You don’t get much hotter than Jeff Tweedy is right now. Dating back to ’95 and Wilco’s tentative but solid country-rock debut, the unassuming Illinoian and ex-Uncle Tupelo kid brother has seen every musical project he’s had a finger in turn to gold. Wilco’s sprawling sophomore outing, Being There, found Tweedy brimming with ambition, bristling at No Depression pigeonholing, and spiking his spare, jaunty tunes with deeply personal lyrics and equally involving guitar noise. He went on to write the highlights of both Golden Smog albums and spend ’98 awash in praise for his deft interpretative skills on the Woody Guthrie reinvention project Mermaid Avenue.
Summer Teeth is the culmination of Tweedy and band’s recent musical development, a lush, turbulent, borderline disturbing pop record that gracefully mixes melancholic soul-searching with na-na fun and often blurs the lines so effectively that you don’t know whether to bop along or shudder.
Most of Summer Teeth’s songs share the theme of relationships, related in a snapshot list of images that can take you as close as the bedroom ("A Shot In The Arm") or place you years and miles away ("ELT"). "My Darling", a Lennonesque love letter to Tweedy’s son, the graceful life-rumination "When You Wake Up Feeling Old" (which would seem to feature a solo by something called a tiple), the bitterly sarcastic "How To Fight Loneliness" and the rollicking, synthy "I’m Always In Love" continually find fresh ways to convey love, hurt and confusion, both as specific and vague as needed.
Tracks one through three, the chunky "Can’t Stand It", the sweeping, resigned "She’s A Jar" and the dense, driving "A Shot In The Arm" find Tweedy at the height of his inspiration, employing beautiful strings and a swarming nest of keyboard sounds (courtesy of gifted multi-instrumentalist Jay Bennett) to build classic frameworks around his worn, expressive scratch of a voice. Those who know Wilco as a "y’allternative" outfit will likely scratch their heads when the beat breaks down completely on the chilling "Via Chicago" (which opens with the quotable statement "I dreamed about killing you again last night") or when "Pieholden Suite" shifts from wistful balladry to Brian Wilson-inflected symphonic swing layered with horns and banjos. The wracked spectre of Big Star’s 3rd/Sister Lovers also looms heavily, especially on the wrenching ballad "We’re Just Friends", which whines like Chilton at his best.

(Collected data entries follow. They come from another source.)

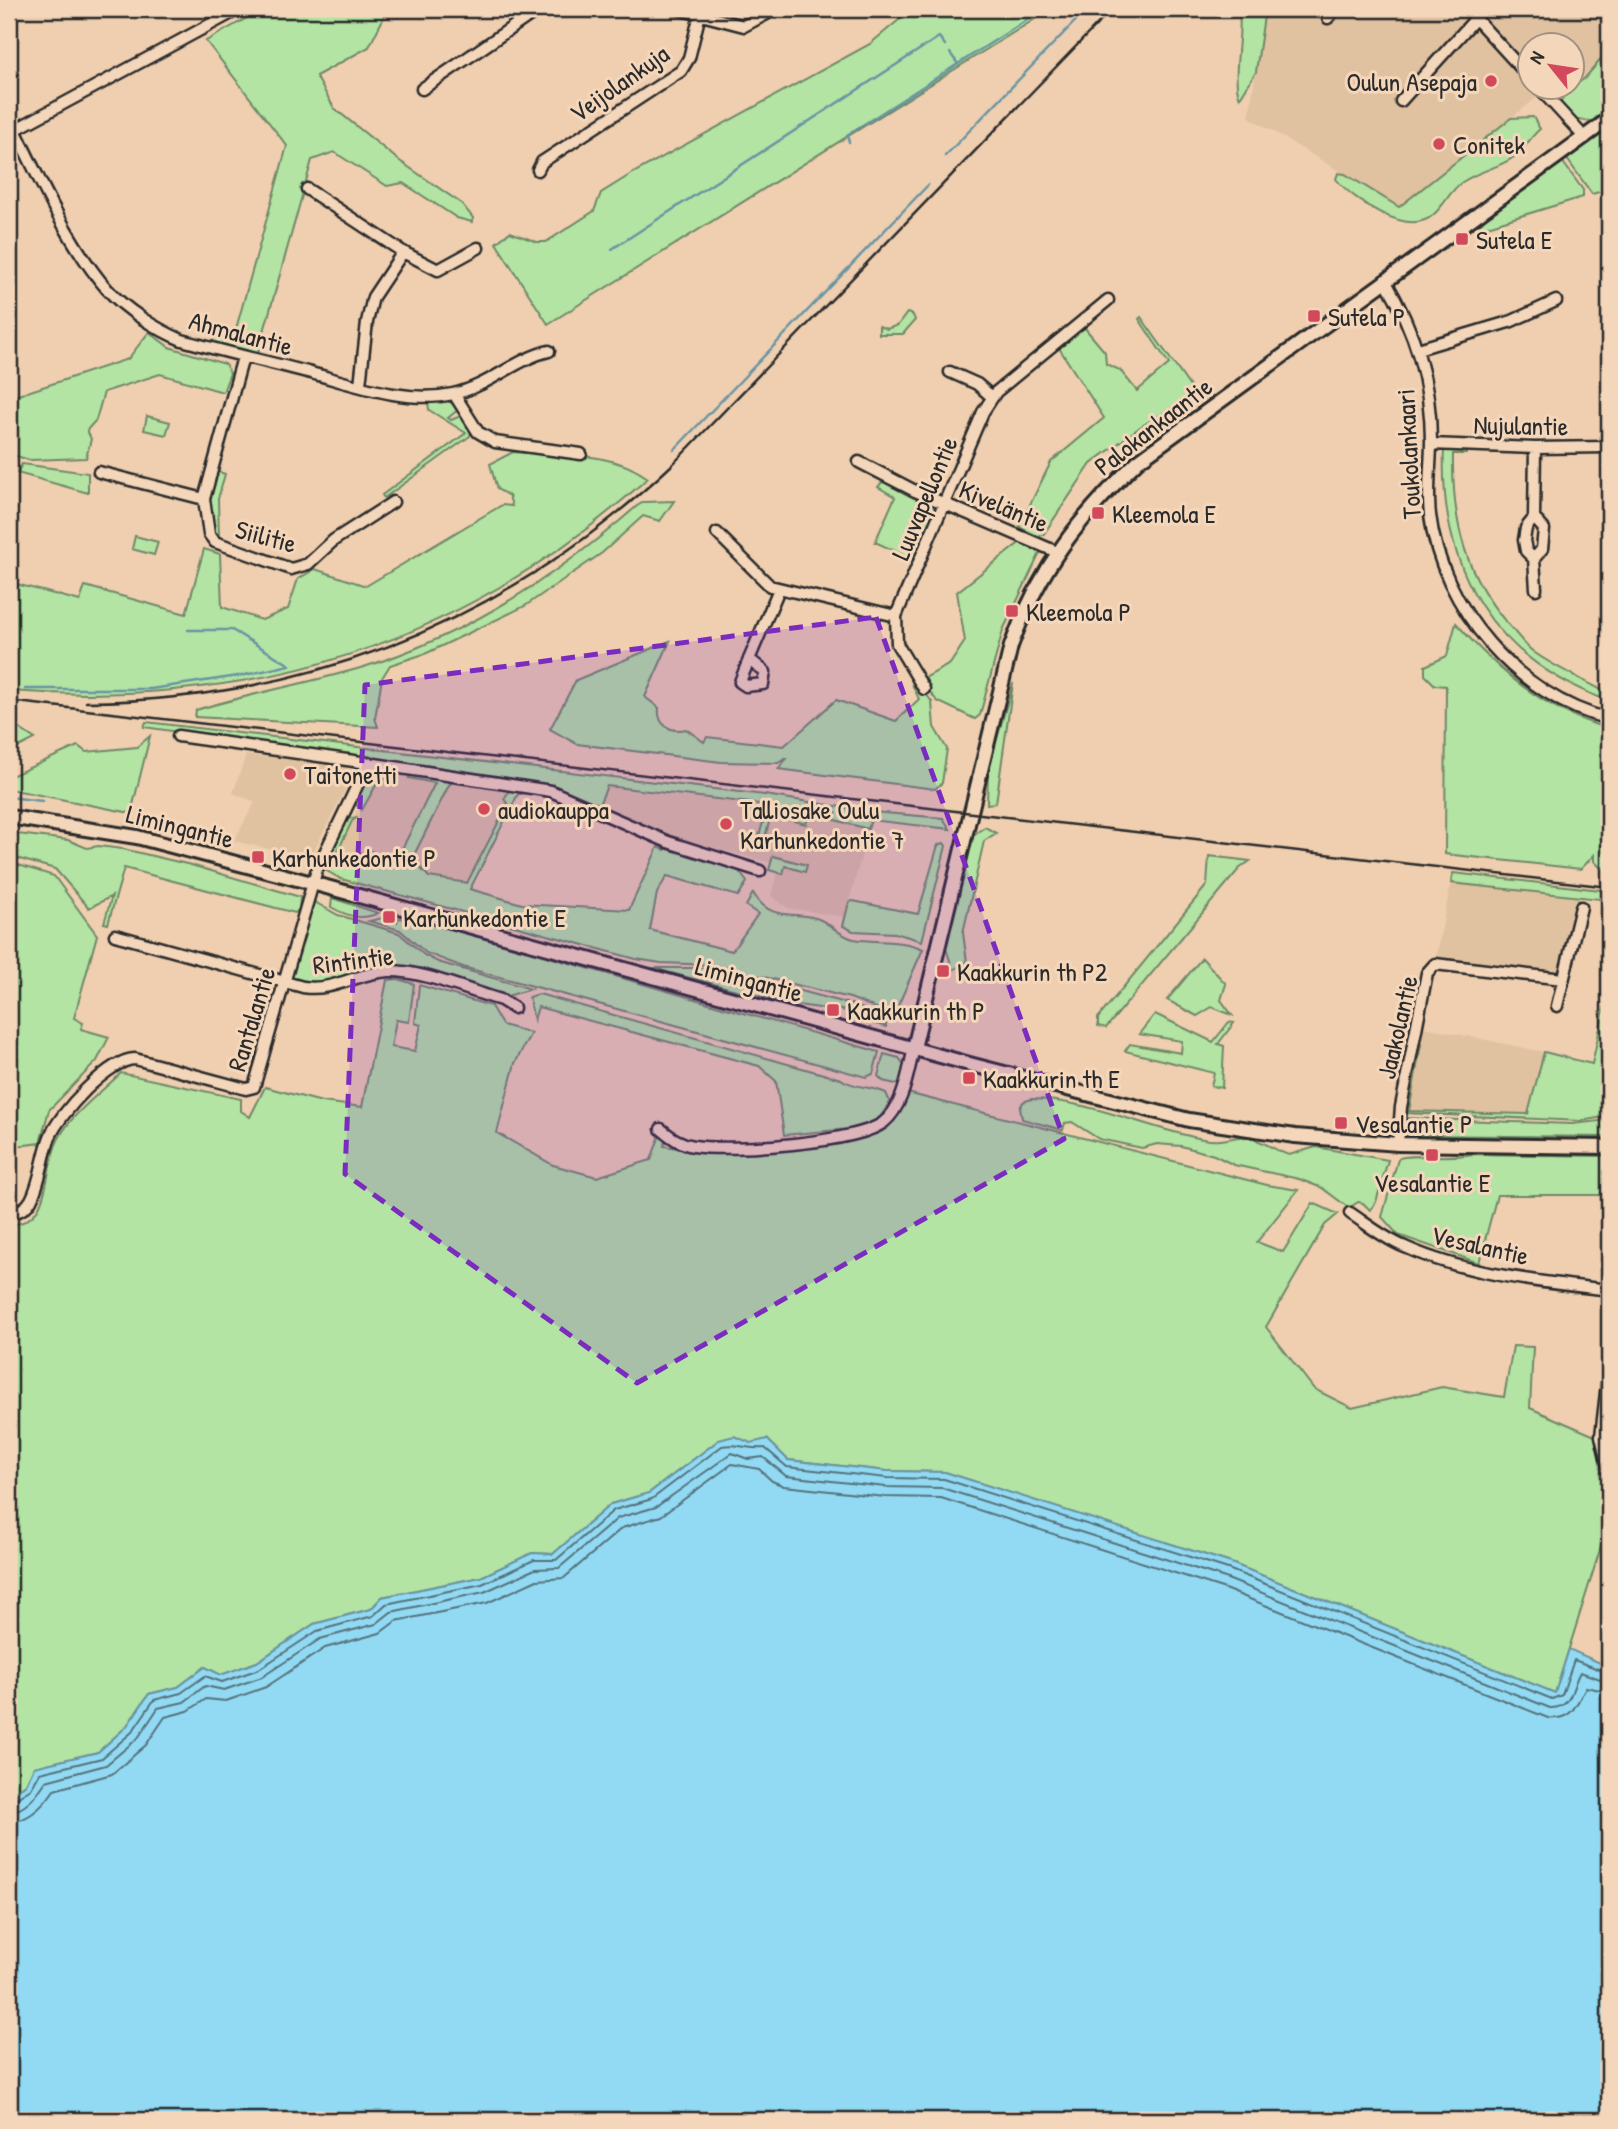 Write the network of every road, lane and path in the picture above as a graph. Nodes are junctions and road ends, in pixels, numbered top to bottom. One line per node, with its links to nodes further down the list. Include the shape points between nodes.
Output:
1 (239, 9): 16 (street)
2 (539, 9): 11 (street)
3 (678, 9): 7 (street)
4 (776, 9): 7 (street, via 744,26)
5 (1335, 9): 9 (street)
6 (1467, 9): 8 (street)
7 (700, 14): 18 (street, Veijolankuja, via 681,71 550,156)
8 (1478, 14): 10 (street); 12 (street)
9 (1328, 18)
10 (1516, 60)
11 (422, 89)
12 (1401, 102)
13 (1552, 102): 17 (street)
14 (9, 117): 16 (street, Ahmalantie)
15 (1609, 119): 17 (main road, Palokankaantie)
16 (12, 132): 27 (street, Ahmalantie, via 90,269 109,291 170,335)
17 (1585, 138): 22 (main road, Palokankaantie)
18 (538, 170)
19 (307, 189): 21 (street)
20 (478, 248): 21 (street, via 438,270)
21 (402, 252): 29 (street, via 373,297)
22 (1385, 280): 25 (street, Toukolankaari); 43 (main road, Palokankaantie, via 1138,461 1096,501)
23 (1108, 300): 31 (street, Luuvapellontie)
24 (1556, 301): 25 (street, via 1512,321)
25 (1418, 349): 32 (street, Toukolankaari, via 1426,379)
26 (549, 351): 30 (street, Ahmalantie, via 529,356)
27 (243, 357): 29 (street, Ahmalantie); 38 (street, Siilitie)
28 (950, 372): 31 (street)
29 (360, 386): 30 (street, Ahmalantie, via 423,397)
30 (454, 394): 35 (street, via 478,432 495,442)
31 (992, 397): 40 (street, Luuvapellontie)
32 (1431, 444): 34 (street, Nujulantie); 50 (street, Toukolankaari, via 1427,486 1434,541 1467,614 1481,634 1529,679 1573,706)
33 (1609, 447): 34 (street, Nujulantie)
34 (1535, 449): 41 (street)
35 (581, 454)
36 (859, 461): 40 (street, Kiveläntie)
37 (99, 472): 38 (street)
38 (204, 499): 39 (street, Siilitie, via 209,534 215,542 295,570)
39 (393, 502)
40 (944, 503): 43 (street, Kiveläntie); 47 (street, Luuvapellontie)
41 (1534, 518): 44 (street, via 1524,540); 44 (street, via 1544,529 1542,549)
42 (717, 533): 45 (street, via 760,579)
43 (1057, 552): 62 (main road, Palokankaantie, via 1021,620 1006,665)
44 (1534, 559): 46 (street)
45 (779, 589): 47 (street); 48 (street)
46 (1536, 589)
47 (897, 616): 49 (street, via 897,644)
48 (749, 659)
49 (924, 689)
50 (1609, 719)
51 (178, 736): 52 (street)
52 (368, 762): 54 (street, via 551,791 688,849); 55 (street, Rantalantie)
53 (9, 817): 55 (main road, Limingantie, via 137,837)
54 (760, 871)
55 (312, 883): 59 (street, Rantalantie); 62 (main road, Limingantie)
56 (1581, 907): 58 (street)
57 (115, 935): 59 (street, Rintintie)
58 (1563, 979): 60 (street); 64 (street, Jaakolantie, via 1435,964 1427,973)
59 (285, 982): 61 (street, Rintintie, via 322,988 398,972 501,1000); 66 (street, Rantalantie, via 254,1087 246,1089 135,1059 119,1062 61,1117 32,1199 26,1208)
60 (1557, 1006)
61 (514, 1008)
62 (914, 1048): 63 (street, via 891,1115 868,1130 804,1142 716,1148 676,1141); 64 (main road, Limingantie, via 1189,1121)
63 (661, 1129)
64 (1398, 1144): 65 (main road, Limingantie)
65 (1609, 1147)
66 (9, 1213)
67 (1350, 1213): 68 (street, Vesalantie, via 1403,1247 1447,1263)
68 (1609, 1290)
69 (1609, 1366): 70 (street, via 1601,1436)
70 (1609, 1471)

Summer Teeth also proves Wilco to be capable of pure pop bliss. "Nothing’severgonnastandinmyway(again)", I’m Always In Love", "ELT", and hidden-track blastoff "Candyfloss" take the proven Wilco rocker format (think "Monday") and infuse it with a whole new sensibility of ‘60s melodicism and aural gingerbread. "Summer Teeth" pulls off the most perverse trick in a disc full of ‘em, setting a totally heartbreaking lyric ("One summer a suicide/another autumn a traveler’s guide/he hits snooze twice before he dies/and every evening when he gets home to make his supper and eat it alone/his black shirt cries while his shoes get cold") to a soundtrack of breezy, arpeggioed whimsy replete with baroque keyboards and chirping birds. Then the chorus blows the whole thing off ("It’s just a dream he keeps having/but it doesn’t seem to mean anything").
In many ways, Summer Teeth is an example of exactly what’s great about music in ’99: the way bands are looking to a rich, nook-and-cranny rock past, using unconventional instruments and playful production values to rekindle the enigma and eclecticism of the classics, without losing the essence of their music as it began. In Wilco’s case, it’s a heartland rootsiness that is now implied rather outwardly displayed. Even if Tweedy is no longer standing in a cornfield musically or literally, that matter-of-fact grit still shows through even as his muse rockets off elsewhere. If they stay true to this brave path, Wilco look better than almost anyone else headed into the millennium, and are destined for a satisfying career.